◆ **Exercise directions**: For the entries below, report every line that includes the word "bottom".
---
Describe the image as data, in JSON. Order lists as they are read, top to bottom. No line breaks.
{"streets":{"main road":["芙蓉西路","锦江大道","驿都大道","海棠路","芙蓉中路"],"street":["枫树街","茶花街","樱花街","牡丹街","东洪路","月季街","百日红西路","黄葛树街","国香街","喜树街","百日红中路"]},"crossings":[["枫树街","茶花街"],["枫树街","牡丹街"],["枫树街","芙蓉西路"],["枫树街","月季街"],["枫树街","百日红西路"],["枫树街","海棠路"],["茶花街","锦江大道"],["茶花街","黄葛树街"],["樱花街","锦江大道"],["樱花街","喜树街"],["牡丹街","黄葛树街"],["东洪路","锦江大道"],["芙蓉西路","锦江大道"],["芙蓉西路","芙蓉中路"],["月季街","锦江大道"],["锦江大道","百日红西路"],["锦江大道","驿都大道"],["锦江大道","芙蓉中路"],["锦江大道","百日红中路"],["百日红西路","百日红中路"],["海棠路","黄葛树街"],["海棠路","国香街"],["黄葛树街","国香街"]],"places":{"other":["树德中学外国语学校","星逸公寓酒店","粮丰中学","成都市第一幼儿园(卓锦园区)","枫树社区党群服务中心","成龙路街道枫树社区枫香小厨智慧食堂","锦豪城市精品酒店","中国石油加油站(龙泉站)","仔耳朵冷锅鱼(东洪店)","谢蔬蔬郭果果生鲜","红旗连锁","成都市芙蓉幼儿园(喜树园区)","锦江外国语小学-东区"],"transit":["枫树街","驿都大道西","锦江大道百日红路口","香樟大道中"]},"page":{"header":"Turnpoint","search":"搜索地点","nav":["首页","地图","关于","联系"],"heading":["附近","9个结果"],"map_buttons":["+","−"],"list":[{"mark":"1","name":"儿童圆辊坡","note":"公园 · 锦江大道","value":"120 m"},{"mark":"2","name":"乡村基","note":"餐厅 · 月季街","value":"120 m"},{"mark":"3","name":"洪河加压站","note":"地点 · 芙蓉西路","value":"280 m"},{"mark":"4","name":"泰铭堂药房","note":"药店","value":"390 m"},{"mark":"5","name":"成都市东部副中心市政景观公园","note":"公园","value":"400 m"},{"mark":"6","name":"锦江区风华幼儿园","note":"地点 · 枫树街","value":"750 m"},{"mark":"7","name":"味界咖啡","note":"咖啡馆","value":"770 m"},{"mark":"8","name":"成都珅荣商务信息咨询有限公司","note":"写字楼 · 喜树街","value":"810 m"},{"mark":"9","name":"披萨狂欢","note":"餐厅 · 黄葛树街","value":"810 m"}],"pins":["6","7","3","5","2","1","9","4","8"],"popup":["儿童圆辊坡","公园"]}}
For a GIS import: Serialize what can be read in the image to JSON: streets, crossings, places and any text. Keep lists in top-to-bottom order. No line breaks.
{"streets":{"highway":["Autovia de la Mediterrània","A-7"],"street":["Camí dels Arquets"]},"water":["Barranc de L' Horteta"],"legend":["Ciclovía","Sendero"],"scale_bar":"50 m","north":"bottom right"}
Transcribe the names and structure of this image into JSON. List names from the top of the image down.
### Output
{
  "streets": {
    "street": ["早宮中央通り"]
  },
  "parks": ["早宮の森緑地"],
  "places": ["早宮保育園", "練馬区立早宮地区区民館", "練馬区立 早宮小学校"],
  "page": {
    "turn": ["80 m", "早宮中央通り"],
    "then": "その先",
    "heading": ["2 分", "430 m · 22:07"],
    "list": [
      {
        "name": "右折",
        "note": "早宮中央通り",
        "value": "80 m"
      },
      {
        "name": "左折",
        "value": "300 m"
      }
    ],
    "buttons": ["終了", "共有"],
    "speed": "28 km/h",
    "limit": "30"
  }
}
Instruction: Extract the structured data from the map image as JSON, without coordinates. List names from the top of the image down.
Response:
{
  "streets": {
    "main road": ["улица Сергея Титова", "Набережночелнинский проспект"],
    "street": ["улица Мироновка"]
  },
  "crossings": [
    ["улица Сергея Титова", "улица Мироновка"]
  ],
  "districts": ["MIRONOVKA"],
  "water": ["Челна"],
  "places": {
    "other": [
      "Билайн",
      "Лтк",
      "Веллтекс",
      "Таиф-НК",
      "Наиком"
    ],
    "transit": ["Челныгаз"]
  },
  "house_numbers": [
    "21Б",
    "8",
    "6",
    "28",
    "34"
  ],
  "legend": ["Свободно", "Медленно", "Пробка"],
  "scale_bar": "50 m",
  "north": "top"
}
---
◆ **Output of the task**:
Describe the image as data, in JSON. Order lists as they are read, top to bottom. No line breaks.
For a GIS import: Serialize what can be read in the image to JSON: streets, crossings, places and any text. Keep lists in top-to-bottom order. No line breaks.
{"streets":{"highway":["Autovia de la Mediterrània","A-7"],"street":["Camí dels Arquets"]},"water":["Barranc de L' Horteta"],"legend":["Ciclovía","Sendero"],"scale_bar":"50 m","north":"bottom right"}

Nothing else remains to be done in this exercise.